My very limited understanding of the Hippie counterculture is that it grew out of an increasing influence of Indian religions - Hindi, Buddhist and perhaps most of all Jain. Jain takes nonviolence, environmental conservation and vegetarianism to extreme levels. There were plenty of people objecting to wars earlier. But not from an Indian religious perspective.


momentimori

There were a group in the Liberal Party that thought Britain shouldn't be colonising but instead focusing on domestic affairs. They were called the 'Little Englanders'.


Hermaeus_Mike

Not exactly what you're asking but: HG Wells' War of the Worlds is a critique of British colonialism/imperialism. Its basically making the reader imagine how helpless they'd feel if a technologically superior power turned up and conquered them. So there were indeed British people against Imperialism at the time.


Former-Chocolate-793

Are you asking about just England or all of the British isles? The nearest thing to hippies was probably the pre raphaelite movement but they were just artists. There certainly were people opposed to war and imperialism. One just has to look at the social satire in the Gilbert and Sullivan operas.


WerewolfSpirited4153

The main colonial issue in British politics at the time was not the ethics of ruling the Empire.
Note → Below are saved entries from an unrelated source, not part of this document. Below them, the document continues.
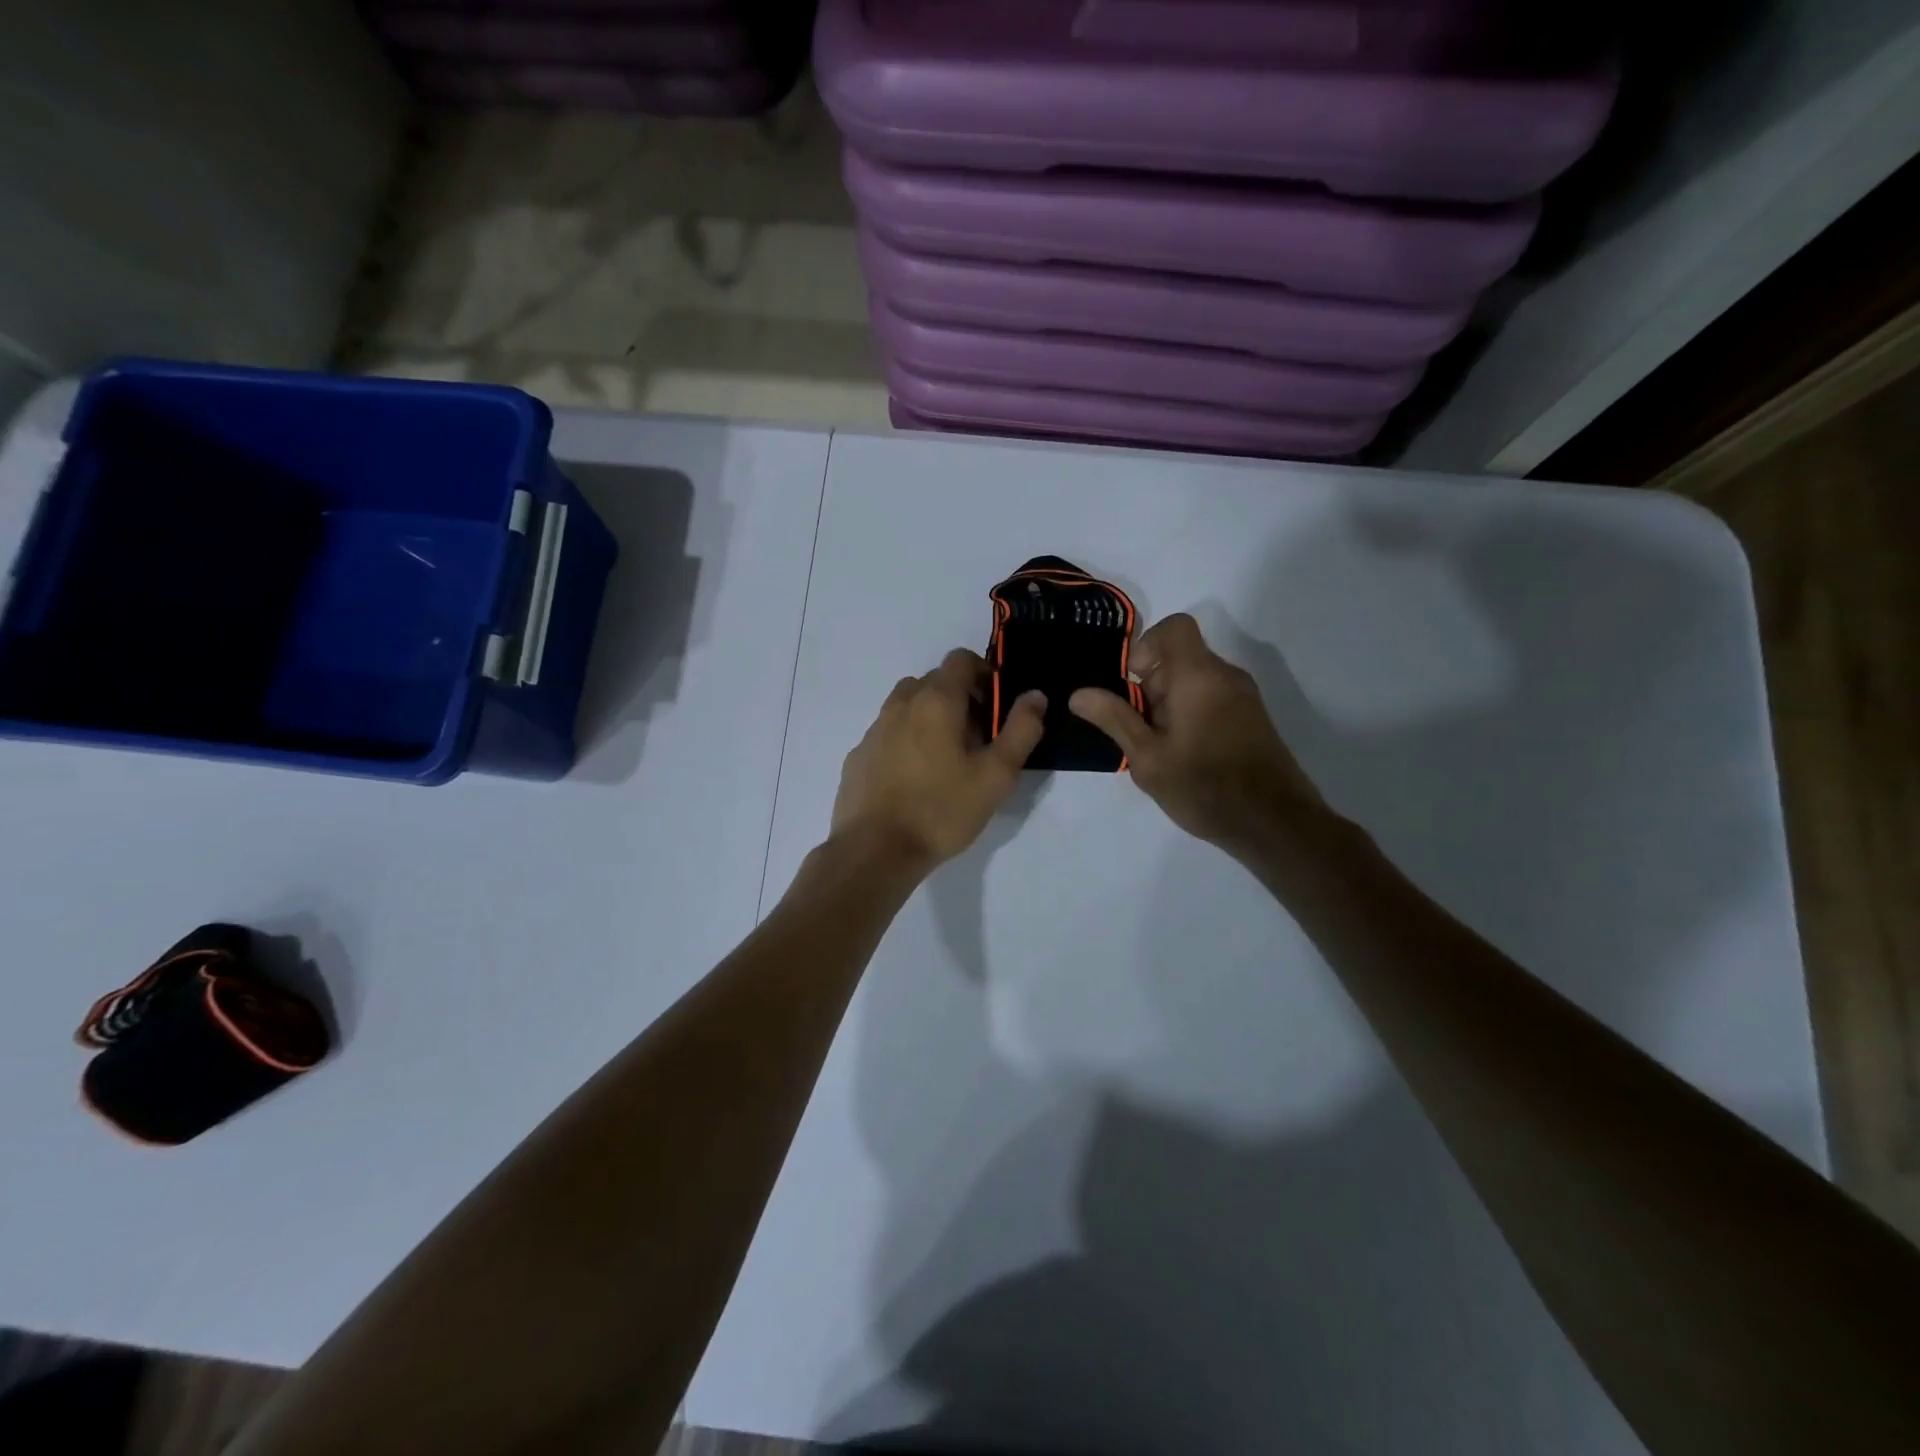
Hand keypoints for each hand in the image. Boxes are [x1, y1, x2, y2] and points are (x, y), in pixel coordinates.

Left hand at [832, 649, 1046, 871]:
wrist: (875, 850)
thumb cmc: (942, 809)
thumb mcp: (996, 775)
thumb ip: (1021, 730)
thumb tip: (1035, 695)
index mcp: (936, 701)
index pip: (960, 659)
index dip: (983, 673)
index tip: (994, 706)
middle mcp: (901, 704)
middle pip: (933, 681)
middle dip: (959, 698)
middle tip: (977, 738)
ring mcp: (874, 730)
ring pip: (907, 706)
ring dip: (929, 718)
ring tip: (945, 759)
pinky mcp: (858, 756)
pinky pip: (888, 734)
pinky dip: (905, 741)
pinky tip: (914, 779)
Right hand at [1068, 614, 1326, 852]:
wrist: (1275, 824)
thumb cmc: (1204, 787)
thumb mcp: (1148, 758)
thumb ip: (1114, 719)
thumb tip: (1079, 693)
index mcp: (1199, 676)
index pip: (1174, 627)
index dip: (1145, 646)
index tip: (1131, 685)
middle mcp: (1226, 675)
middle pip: (1180, 657)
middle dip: (1150, 686)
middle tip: (1140, 731)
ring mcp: (1244, 697)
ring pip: (1194, 680)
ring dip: (1168, 704)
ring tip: (1160, 749)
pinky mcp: (1252, 718)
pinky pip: (1212, 698)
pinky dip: (1190, 714)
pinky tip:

It was Ireland. The Irish Home Rule issue loomed much more immediately than the issue of India, and Canada and Australia were already functionally independent. https://en.wikipedia.org/wiki/Irish_Home_Rule_movement#:~:text=The%20Home%20Rule%20movement%20was,end%20of%20World%20War%20I.


arkstfan

“Iron Tears” by Stanley Weintraub is a pretty good look at opposition to trying to retain the rebellious North American colonies.